While I may not be proud of my government right now, I'm hopeful that, with the help of good American people, we can still turn this around. And I'm still proud to be an American.


Anonymous said...

There's no doubt we have to do more about this growing problem. It will be impossible to get co-operation from people who do not feel they can depend on our help if the need arises. It's just common sense. So where does the buck stop?

Anonymous said...

At least Russia is warming up to Bush!

Anonymous said...

It will be difficult even for a newly elected government to reverse such a dramatic decline in international public perception of the US.

Will it also be difficult to gain international support when we continue to act on our own, even in 'good' humanitarian efforts in Iraq.

Emily Stivers said...

Agreed with all - it's a huge problem and even a new administration will have a lot of trouble with it. But I don't think it's impossible, and I know we have to start somewhere. Doing right by Iraqi refugees seems a good place to me, and the bills we advocate would give money to the UN High Council on Refugees (UNHCR) as well as support to the governments of countries hosting refugees. That's not acting on our own at all - that's doing the right thing and engaging the international community to do so.

concerned said...

We should help them but if they come here, I hope they don't end up working against us as so many other factions seem to have. (Look at the problems in Great Britain).

Emily Stivers said...

Concerned - to answer your question, here is an excerpt from our recent Ground Truth Interview with Kirk Johnson.

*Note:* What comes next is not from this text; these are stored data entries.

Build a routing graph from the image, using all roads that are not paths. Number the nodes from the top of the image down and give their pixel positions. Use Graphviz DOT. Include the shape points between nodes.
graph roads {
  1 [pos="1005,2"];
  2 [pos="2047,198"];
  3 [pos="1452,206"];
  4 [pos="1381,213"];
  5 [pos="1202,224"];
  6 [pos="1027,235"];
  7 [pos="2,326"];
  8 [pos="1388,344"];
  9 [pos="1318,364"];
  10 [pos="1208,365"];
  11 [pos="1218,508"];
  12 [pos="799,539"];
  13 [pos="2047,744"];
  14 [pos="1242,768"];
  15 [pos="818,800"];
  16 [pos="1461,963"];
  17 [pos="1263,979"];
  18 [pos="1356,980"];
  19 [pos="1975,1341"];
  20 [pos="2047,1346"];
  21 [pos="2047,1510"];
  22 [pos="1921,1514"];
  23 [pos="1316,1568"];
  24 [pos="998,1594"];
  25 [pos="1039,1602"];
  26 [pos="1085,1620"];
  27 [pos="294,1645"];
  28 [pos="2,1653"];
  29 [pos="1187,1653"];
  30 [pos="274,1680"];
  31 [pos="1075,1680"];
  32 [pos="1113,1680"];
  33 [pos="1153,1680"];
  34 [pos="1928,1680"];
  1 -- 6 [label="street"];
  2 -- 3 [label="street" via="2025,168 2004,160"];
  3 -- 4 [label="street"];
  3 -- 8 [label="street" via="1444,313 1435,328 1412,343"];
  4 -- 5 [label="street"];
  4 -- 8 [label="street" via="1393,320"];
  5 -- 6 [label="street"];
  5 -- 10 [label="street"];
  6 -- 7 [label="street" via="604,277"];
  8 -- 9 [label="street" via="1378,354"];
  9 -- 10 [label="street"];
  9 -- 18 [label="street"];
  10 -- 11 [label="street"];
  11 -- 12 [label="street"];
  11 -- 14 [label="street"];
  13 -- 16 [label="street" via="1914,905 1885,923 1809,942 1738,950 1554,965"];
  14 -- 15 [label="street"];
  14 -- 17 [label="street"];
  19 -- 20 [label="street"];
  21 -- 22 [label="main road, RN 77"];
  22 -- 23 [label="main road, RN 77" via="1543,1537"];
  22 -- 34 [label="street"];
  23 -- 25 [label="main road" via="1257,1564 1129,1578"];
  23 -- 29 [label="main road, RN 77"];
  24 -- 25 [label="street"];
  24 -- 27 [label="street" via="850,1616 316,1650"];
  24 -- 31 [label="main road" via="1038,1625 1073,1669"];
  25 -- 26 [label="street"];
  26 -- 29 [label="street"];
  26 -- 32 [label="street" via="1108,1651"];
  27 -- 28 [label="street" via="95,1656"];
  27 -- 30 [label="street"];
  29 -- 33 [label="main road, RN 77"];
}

"epic: What would you say to those who are resistant to bringing Iraqis to the U.S. because they are afraid they might turn around and attack our country in the end?

Kirk: It’s unlikely. But let’s walk through what would need to happen for such a scenario to take place.

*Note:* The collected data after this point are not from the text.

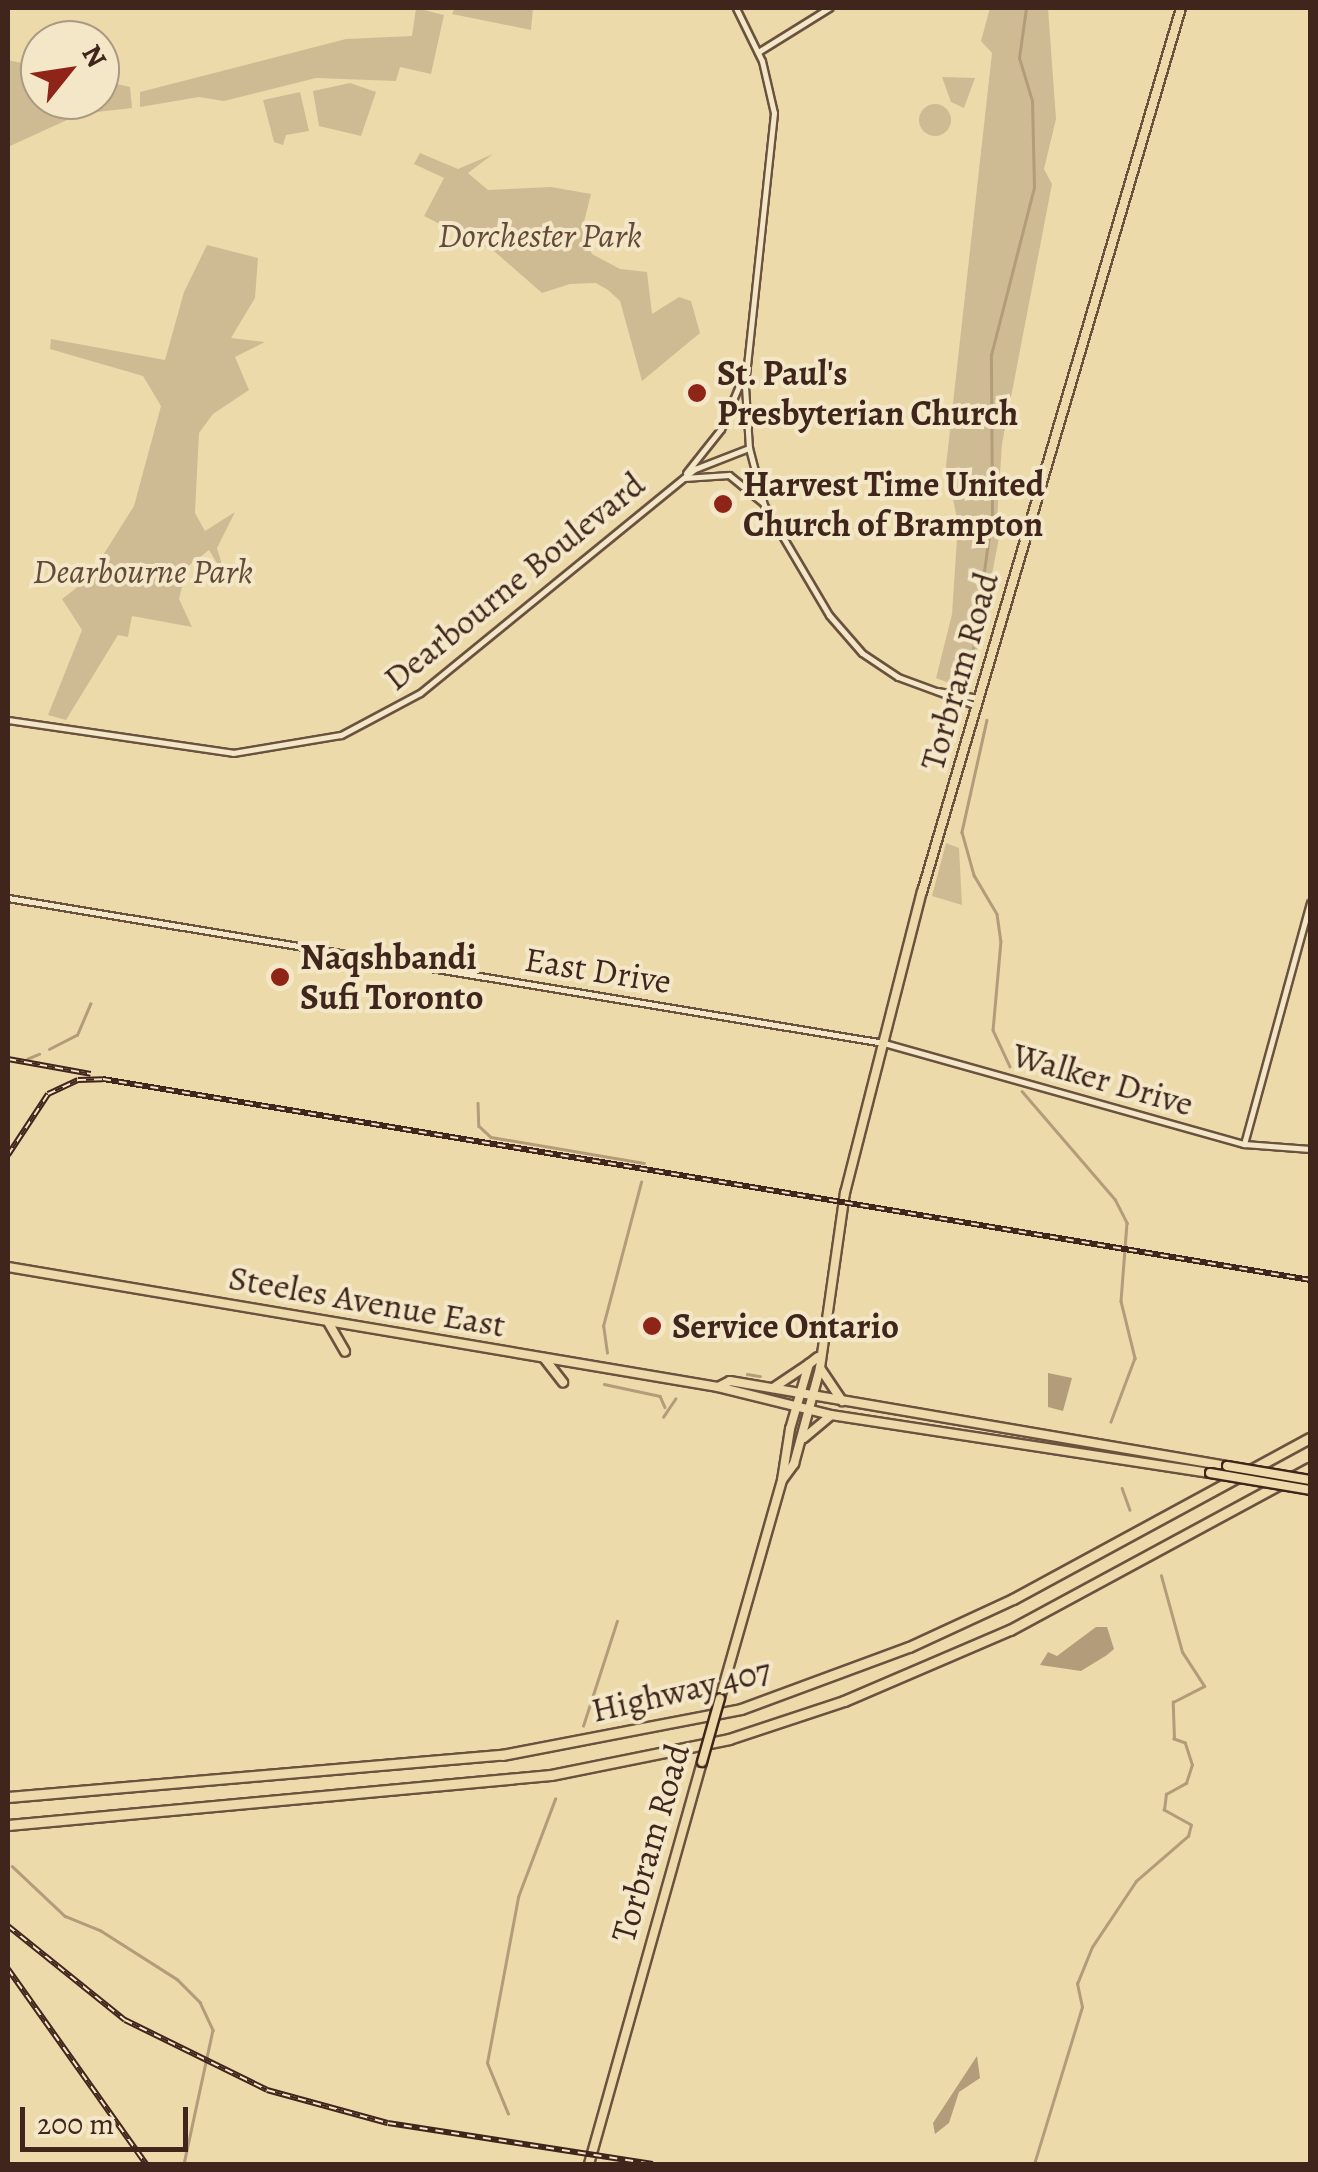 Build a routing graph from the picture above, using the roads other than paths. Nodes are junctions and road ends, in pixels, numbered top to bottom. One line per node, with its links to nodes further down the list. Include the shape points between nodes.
1 (736, 8): 4 (street)
2 (829, 8): 4 (street)
3 (1181, 8): 9 (main road, Torbram Road)
4 (758, 52): 5 (street, via 774,130)
5 (747, 366): 6 (street); 7 (street, via 721,429)
6 (750, 448): 7 (street, Dearbourne Boulevard, via 719,455); 8 (street)
7 (681, 479): 8 (street, via 729,475); 10 (street, Dearbourne Boulevard, via 420,693 341,734 233,753)
8 (764, 505): 9 (street, via 853,645 888,672)
9 (981, 703): 13 (main road, Torbram Road)
10 (8, 720)
11 (8, 898): 13 (street, East Drive)
12 (1310, 903): 14 (street)
13 (884, 1043): 14 (street, Walker Drive); 19 (main road, Torbram Road, via 844,1200)
14 (1244, 1144): 15 (street, Walker Drive)
15 (1310, 1149)
16 (8, 1267): 17 (main road, Steeles Avenue East)
17 (328, 1322): 18 (main road); 20 (main road, Steeles Avenue East)
18 (345, 1351)
19 (818, 1357): 21 (main road); 22 (main road, Torbram Road)
20 (544, 1358): 23 (main road); 24 (main road, Steeles Avenue East)
21 (809, 1364): 25 (main road); 26 (main road, Torbram Road)
22 (820, 1368): 27 (main road, Torbram Road); 28 (main road)
23 (563, 1382)
24 (718, 1387): 25 (main road, Steeles Avenue East, via 730,1382); 29 (main road, Steeles Avenue East)
25 (773, 1388): 26 (main road, Steeles Avenue East)
26 (800, 1394): 27 (main road, Steeles Avenue East); 29 (main road, Torbram Road)
27 (812, 1396): 28 (main road, Steeles Avenue East); 30 (main road, Torbram Road)
28 (842, 1401): 36 (main road, Steeles Avenue East, bridge)
29 (796, 1408): 30 (main road, Steeles Avenue East); 35 (main road, Torbram Road)
30 (809, 1410): 31 (main road, Steeles Avenue East); 33 (main road, Torbram Road)
31 (831, 1415): 33 (main road); 37 (main road, Steeles Avenue East, bridge)
32 (1310, 1438): 38 (highway, Highway 407, via 1013,1599 909,1647 741,1708 502,1755)
33 (800, 1446): 35 (main road, Torbram Road)
34 (1310, 1468): 39 (highway, Highway 407, via 1010,1630 844,1701 728,1740 551,1775)
35 (783, 1479): 40 (main road, Torbram Road, bridge)
36 (1310, 1480)
37 (1310, 1490)
38 (8, 1797)
39 (8, 1825)
40 (588, 2164)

Al-Qa’eda would have needed to be in Iraq in the very first days of the war, recruiting the Western-oriented Iraqis who loved America and were thrilled that we toppled Saddam. Then, they would have had to direct these ‘terrorists’ to come work for the United States in spite of phenomenal risks, passing
daily through Green Zone checkpoints that are routinely attacked by car-bombs, IEDs, and snipers. And they would have to face the same risks on the way home.

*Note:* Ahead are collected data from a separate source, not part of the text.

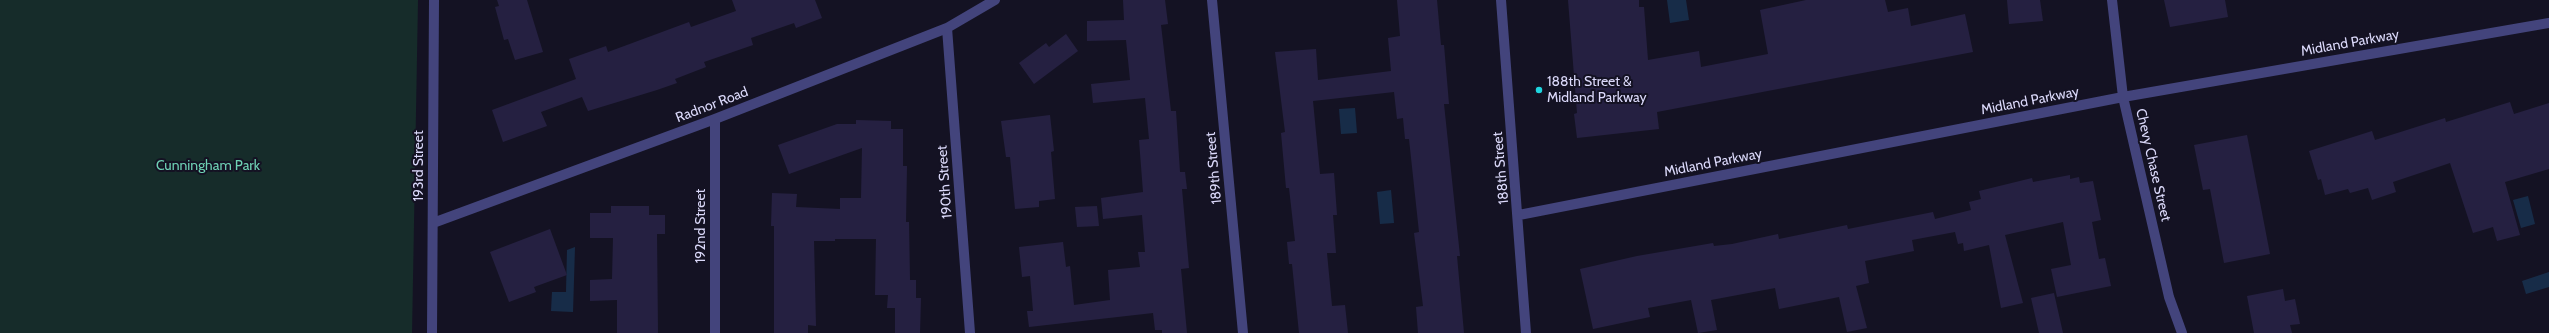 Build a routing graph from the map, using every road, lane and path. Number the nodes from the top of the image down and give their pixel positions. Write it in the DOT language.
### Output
graph roads {
  1 [pos="434,0"];
  2 [pos="995,0"];
  3 [pos="1212,0"];
  4 [pos="1501,0"];
  5 [pos="2112,0"];
  6 [pos="2549,23"];
  7 [pos="947,28"];
  8 [pos="2123,97"];
  9 [pos="715,119"];
  10 [pos="1519,215"];
  11 [pos="433,223"];
  12 [pos="432,333"];
  13 [pos="715,333"];
  14 [pos="970,333"];
  15 [pos="1243,333"];
  16 [pos="1526,333"];
  17 [pos="2182,333"];
  1 -- 11 [label="street, 193rd Street"];
  2 -- 7 [label="street, Radnor Road"];
  3 -- 15 [label="street, 189th Street"];
  4 -- 10 [label="street, 188th Street"];
  5 -- 8 [label="street, Chevy Chase Street"];
  6 -- 8 [label="street, Midland Parkway"];
  7 -- 9 [label="street, Radnor Road"];
  7 -- 14 [label="street, 190th Street"];
  8 -- 10 [label="street, Midland Parkway"];
  8 -- 17 [label="street, Chevy Chase Street"];
  9 -- 11 [label="street, Radnor Road"];
  9 -- 13 [label="street, 192nd Street"];
  10 -- 16 [label="street, 188th Street"];
  11 -- 12 [label="street, 193rd Street"];
}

These Iraqis would have to work for us for years, translating for us, eating with us and helping us rebuild their country. When things got rough, say their brother is murdered or children are abducted or their house is raked by AK-47 gunfire, they’d have to go to their American employers in the Green Zone and ask for help. But they’d get nothing more than a “good luck” and maybe a couple months of administrative leave.

To flee Iraq and resettle in the U.S., they would have to pay exorbitant bribes for safe passage through Anbar Province, and hope that they could get into Syria or Jordan. There, they’d languish in waiting for a protracted series of UNHCR interviews, required by the State Department, all the while facing an increasingly hostile anti-Iraqi populace in Damascus and Amman. Given that only one Iraqi was settled in April, and one in May, they’d have to stretch their meager savings as long as possible. Then, miraculously, they’d have to make it through the series of DHS background checks.

After all of this, if they are resettled in the United States and then attack us, Al-Qa’eda is more sophisticated than we’ll ever know. All of the Americans who served in Iraq, who are struggling
to help their fleeing Iraqi colleagues and allies, would become scapegoats. I’m willing to take that risk.

If we are so crippled by our fear of terrorists that we blind ourselves to our moral obligations to save those who served us and now need help, then we have already lost the war on terror."